Opvallend soepel werkt de technisch begaafde muzikant zich door de arpeggio’s en licks. Schijnbaar moeiteloos manoeuvreren de vingers over de fretten op de gitaarhals. Het geheel klinkt daardoor ‘smooth’ en beheerst. Van schreeuwerig gepriegel is geen sprake. Door het melodieuze spel (en door het atmosferisch getokkel en de keyboardklanken) krijgen de tracks een bepaald relaxed karakter.
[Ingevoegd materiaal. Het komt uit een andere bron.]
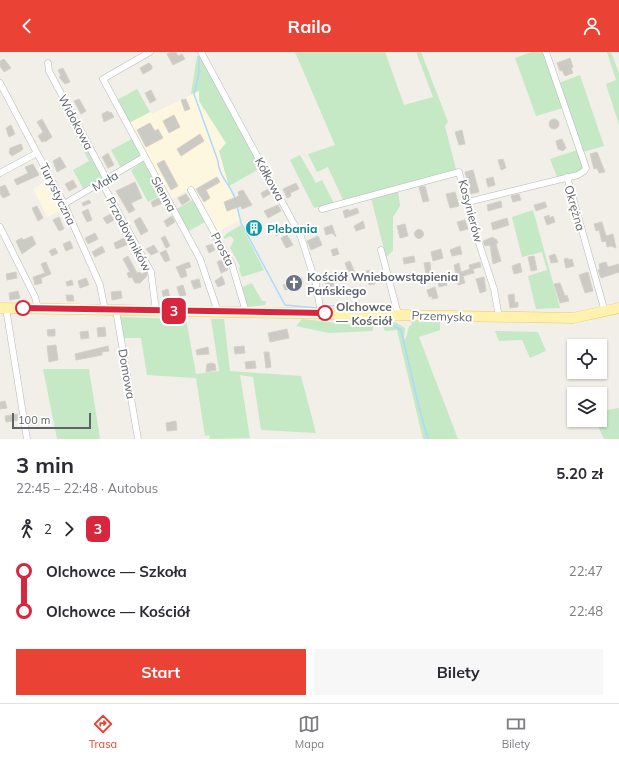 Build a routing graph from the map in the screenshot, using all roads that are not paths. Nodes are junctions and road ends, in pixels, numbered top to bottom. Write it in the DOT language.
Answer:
graph roads {
  1 [pos="150,52"];
  2 [pos="200,52"];
  3 [pos="546,52"];
  4 [pos="48,63"];
  5 [pos="0,83"];
  6 [pos="38,153"];
  7 [pos="144,158"];
  8 [pos="0,173"];
  9 [pos="567,178"];
  10 [pos="105,181"];
  11 [pos="191,190"];
  12 [pos="468,202"];
  13 [pos="64,204"];
  14 [pos="322,209"];
  15 [pos="0,227"];
  16 [pos="381,250"];
  17 [pos="3,308"];
  18 [pos="38,308"];
  19 [pos="619,308"];
  20 [pos="110,310"];
  21 [pos="156,310"];
  22 [pos="218,312"];
  23 [pos="246,312"];
  24 [pos="605,312"];
  25 [pos="321,314"];
  26 [pos="398,314"];
  27 [pos="499,317"];
  28 [pos="27,439"];
  29 [pos="138,439"];
  1 -- 7 [label="street, Sienna"];
  2 -- 25 [label="street, Kółkowa"];
  3 -- 9 [label="street"];
  4 -- 10 [label="street, Widokowa"];
  5 -- 6 [label="street, Turystyczna"];
  6 -- 8 [label="street"];
  6 -- 13 [label="street, Turystyczna"];
  7 -- 10 [label="street, Mała"];
  7 -- 22 [label="street, Sienna"];
  9 -- 12 [label="street, Okrężna"];
  9 -- 24 [label="street, Okrężna"];
  10 -- 13 [label="street, Mała"];
  10 -- 21 [label="street, Przodowników"];
  11 -- 23 [label="street, Prosta"];
  12 -- 14 [label="street, Kosynierów"];
  12 -- 27 [label="street, Kosynierów"];
  13 -- 20 [label="street, Turystyczna"];
  15 -- 18 [label="street"];
  16 -- 26 [label="street"];
  17 -- 18 [label="main road, Przemyska"];
  17 -- 28 [label="street"];
  18 -- 20 [label="main road, Przemyska"];
  19 -- 24 [label="main road, Przemyska"];
  20 -- 21 [label="main road, Przemyska"];
  20 -- 29 [label="street, Domowa"];
  21 -- 22 [label="main road, Przemyska"];
  22 -- 23 [label="main road, Przemyska"];
  23 -- 25 [label="main road, Przemyska"];
  24 -- 27 [label="main road, Przemyska"];
  25 -- 26 [label="main road, Przemyska"];
  26 -- 27 [label="main road, Przemyska"];
}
Op compositioneel vlak valt er nog wel een en ander te verbeteren. Het cartoon-achtige gedeelte van de openingstrack past niet mooi in het geheel en datzelfde geldt voor het einde van het gevarieerde Victory. Daarnaast is het geluid van de drums (met name de toms) wat kunstmatig, maar wellicht is dit gedaan ten behoeve van het uitlichten van de gitaarpartijen.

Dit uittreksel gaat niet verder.